### Instructions for the task
Where a line in the data below includes the word "Kishoreganj", count it. State the total and nothing more.

### Records contained in a dataset
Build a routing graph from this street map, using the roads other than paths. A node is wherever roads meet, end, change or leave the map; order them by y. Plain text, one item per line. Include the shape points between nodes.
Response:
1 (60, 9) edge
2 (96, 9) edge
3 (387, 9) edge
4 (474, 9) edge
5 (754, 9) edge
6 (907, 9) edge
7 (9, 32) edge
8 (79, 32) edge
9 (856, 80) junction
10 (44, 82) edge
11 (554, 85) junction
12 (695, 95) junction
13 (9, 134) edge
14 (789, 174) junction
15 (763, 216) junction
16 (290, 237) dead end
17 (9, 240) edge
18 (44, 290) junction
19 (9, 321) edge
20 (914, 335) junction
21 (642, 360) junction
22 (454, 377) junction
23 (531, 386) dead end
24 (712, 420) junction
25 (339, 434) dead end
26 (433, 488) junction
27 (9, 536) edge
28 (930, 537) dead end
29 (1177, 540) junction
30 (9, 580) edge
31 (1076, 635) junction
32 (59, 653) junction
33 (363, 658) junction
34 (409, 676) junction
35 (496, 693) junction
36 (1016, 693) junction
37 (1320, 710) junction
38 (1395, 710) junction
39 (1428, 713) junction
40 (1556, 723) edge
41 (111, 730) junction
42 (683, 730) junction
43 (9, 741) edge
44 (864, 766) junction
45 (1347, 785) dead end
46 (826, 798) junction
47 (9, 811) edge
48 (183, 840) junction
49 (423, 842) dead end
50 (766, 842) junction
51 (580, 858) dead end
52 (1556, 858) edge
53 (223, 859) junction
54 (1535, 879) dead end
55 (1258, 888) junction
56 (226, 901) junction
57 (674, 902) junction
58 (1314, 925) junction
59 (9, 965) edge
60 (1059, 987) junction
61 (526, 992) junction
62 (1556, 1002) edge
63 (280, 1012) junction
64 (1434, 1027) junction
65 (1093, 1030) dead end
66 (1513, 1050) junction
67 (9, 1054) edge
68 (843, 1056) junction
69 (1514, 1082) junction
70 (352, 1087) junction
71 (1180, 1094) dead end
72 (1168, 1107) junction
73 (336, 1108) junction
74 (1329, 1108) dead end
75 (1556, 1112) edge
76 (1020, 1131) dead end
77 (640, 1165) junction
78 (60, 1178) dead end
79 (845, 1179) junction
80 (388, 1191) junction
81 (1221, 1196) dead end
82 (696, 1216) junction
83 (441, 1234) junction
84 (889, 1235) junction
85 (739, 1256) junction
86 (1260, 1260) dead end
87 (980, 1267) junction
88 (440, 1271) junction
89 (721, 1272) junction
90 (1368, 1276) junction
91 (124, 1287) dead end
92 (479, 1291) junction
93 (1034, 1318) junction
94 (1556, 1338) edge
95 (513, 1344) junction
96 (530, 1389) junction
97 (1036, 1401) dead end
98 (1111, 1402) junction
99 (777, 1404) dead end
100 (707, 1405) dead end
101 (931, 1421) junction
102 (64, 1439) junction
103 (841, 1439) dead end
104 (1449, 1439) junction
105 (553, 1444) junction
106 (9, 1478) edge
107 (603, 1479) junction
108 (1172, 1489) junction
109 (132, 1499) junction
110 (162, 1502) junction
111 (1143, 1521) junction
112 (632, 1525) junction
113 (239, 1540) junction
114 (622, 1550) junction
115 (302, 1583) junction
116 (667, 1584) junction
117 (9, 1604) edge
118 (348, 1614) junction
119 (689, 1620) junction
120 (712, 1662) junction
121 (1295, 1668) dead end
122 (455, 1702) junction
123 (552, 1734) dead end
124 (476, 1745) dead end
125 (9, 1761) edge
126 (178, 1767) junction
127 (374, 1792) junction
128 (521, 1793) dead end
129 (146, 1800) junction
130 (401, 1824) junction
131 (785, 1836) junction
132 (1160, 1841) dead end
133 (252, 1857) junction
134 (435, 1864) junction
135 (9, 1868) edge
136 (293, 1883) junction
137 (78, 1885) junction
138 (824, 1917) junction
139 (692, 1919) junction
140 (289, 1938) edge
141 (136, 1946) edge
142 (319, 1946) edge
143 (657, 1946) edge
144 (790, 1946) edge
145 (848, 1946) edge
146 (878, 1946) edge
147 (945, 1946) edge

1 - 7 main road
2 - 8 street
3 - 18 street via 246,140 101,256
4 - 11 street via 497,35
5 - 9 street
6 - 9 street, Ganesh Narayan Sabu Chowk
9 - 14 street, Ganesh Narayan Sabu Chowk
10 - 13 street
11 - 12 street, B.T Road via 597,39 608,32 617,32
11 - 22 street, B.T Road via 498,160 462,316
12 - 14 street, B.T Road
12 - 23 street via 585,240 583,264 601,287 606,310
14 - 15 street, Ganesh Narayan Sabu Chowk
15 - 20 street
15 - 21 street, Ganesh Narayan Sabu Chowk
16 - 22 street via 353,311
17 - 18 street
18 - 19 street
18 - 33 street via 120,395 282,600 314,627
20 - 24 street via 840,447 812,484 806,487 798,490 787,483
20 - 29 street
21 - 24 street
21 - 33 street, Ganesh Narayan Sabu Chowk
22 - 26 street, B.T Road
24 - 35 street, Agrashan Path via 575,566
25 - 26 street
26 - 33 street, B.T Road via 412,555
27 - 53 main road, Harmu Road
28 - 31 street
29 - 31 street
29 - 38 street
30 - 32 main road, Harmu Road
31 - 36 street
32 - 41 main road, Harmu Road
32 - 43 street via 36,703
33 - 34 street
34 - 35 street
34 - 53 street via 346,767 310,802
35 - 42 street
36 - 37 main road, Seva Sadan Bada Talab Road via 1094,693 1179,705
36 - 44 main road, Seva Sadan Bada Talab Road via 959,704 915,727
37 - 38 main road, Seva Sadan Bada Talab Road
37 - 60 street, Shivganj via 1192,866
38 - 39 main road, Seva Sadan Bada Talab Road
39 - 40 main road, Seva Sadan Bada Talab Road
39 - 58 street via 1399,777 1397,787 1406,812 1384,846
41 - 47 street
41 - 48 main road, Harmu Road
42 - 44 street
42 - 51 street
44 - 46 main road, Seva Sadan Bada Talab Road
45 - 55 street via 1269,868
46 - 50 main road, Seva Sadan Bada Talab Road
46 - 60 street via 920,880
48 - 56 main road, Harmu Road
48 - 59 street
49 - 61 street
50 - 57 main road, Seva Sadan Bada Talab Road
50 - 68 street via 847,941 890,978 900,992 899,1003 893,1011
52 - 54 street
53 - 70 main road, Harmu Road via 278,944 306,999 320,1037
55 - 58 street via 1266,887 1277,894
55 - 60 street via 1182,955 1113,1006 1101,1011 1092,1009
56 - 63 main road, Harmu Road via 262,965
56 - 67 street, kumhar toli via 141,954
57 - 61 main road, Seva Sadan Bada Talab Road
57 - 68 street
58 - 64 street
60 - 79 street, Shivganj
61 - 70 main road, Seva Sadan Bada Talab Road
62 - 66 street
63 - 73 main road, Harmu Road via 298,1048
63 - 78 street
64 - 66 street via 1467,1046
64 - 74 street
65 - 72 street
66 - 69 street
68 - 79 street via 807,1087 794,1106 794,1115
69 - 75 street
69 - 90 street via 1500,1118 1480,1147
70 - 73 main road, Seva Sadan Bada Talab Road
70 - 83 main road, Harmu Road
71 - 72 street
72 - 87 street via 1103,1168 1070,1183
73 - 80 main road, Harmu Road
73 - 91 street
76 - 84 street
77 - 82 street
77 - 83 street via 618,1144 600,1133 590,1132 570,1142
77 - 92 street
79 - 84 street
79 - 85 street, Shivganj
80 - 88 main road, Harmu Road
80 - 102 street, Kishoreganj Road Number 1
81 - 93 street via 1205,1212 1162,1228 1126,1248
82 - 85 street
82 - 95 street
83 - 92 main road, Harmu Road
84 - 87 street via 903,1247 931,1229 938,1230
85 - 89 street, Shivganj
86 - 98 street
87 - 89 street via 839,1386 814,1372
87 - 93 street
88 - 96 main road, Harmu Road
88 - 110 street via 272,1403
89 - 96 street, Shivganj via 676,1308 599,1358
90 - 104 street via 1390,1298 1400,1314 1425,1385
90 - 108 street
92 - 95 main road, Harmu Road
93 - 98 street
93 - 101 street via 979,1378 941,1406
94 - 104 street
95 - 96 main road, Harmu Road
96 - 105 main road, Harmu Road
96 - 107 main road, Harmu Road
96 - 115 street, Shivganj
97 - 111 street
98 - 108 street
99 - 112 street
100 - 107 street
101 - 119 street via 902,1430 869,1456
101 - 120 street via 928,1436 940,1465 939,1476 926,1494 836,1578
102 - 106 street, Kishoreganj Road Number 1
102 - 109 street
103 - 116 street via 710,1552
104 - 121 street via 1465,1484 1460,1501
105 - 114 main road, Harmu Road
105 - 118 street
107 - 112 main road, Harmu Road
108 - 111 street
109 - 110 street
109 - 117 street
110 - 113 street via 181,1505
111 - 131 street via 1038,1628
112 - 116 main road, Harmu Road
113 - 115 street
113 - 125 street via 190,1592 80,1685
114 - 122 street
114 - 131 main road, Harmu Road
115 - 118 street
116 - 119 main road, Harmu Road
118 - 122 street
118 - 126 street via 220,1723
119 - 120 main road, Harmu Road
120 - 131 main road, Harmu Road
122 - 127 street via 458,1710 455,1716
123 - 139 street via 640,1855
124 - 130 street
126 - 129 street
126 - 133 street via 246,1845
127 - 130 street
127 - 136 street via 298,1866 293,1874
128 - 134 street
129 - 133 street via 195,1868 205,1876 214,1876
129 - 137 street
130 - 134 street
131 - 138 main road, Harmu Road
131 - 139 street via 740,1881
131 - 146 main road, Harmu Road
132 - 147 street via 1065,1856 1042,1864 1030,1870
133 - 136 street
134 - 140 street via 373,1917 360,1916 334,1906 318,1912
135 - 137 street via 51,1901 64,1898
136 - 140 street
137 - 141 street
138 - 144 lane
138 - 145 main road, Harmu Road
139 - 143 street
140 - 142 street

### Response area
2